═════ RECORDS FOR PROCESSING
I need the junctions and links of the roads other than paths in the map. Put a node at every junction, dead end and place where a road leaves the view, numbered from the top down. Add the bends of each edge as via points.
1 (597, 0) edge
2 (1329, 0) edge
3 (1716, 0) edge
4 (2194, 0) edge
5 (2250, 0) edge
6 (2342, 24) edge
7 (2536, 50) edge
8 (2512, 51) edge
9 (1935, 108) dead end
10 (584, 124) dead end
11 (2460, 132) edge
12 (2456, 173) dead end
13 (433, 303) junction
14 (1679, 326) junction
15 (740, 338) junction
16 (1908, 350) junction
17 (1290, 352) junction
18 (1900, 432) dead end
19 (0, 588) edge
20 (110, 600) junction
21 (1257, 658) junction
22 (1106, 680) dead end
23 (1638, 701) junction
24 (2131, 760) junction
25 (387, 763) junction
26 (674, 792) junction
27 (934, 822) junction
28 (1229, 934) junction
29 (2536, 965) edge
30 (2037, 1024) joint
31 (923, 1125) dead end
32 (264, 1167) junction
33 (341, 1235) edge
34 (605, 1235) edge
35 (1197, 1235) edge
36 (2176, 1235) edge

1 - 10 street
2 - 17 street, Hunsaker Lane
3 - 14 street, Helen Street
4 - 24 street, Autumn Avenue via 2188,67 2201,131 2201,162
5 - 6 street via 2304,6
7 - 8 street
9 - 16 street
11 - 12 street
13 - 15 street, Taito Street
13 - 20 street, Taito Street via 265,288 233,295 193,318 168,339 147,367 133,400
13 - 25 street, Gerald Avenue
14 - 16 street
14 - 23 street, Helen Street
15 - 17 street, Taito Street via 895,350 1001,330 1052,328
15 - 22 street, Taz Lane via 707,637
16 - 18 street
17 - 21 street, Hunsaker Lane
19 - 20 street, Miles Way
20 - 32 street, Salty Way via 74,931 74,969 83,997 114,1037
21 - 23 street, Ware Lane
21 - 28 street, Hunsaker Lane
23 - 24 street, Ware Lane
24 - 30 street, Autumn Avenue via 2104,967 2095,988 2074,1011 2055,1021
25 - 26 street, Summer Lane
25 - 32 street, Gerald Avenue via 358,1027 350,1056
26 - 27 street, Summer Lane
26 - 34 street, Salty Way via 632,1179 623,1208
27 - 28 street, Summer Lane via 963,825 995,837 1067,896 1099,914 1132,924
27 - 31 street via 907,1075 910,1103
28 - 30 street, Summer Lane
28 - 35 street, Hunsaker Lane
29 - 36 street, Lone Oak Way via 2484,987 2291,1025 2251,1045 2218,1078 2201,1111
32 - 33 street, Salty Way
══════════
Please work out how many lines in the data include "Summer"; write that number only.

4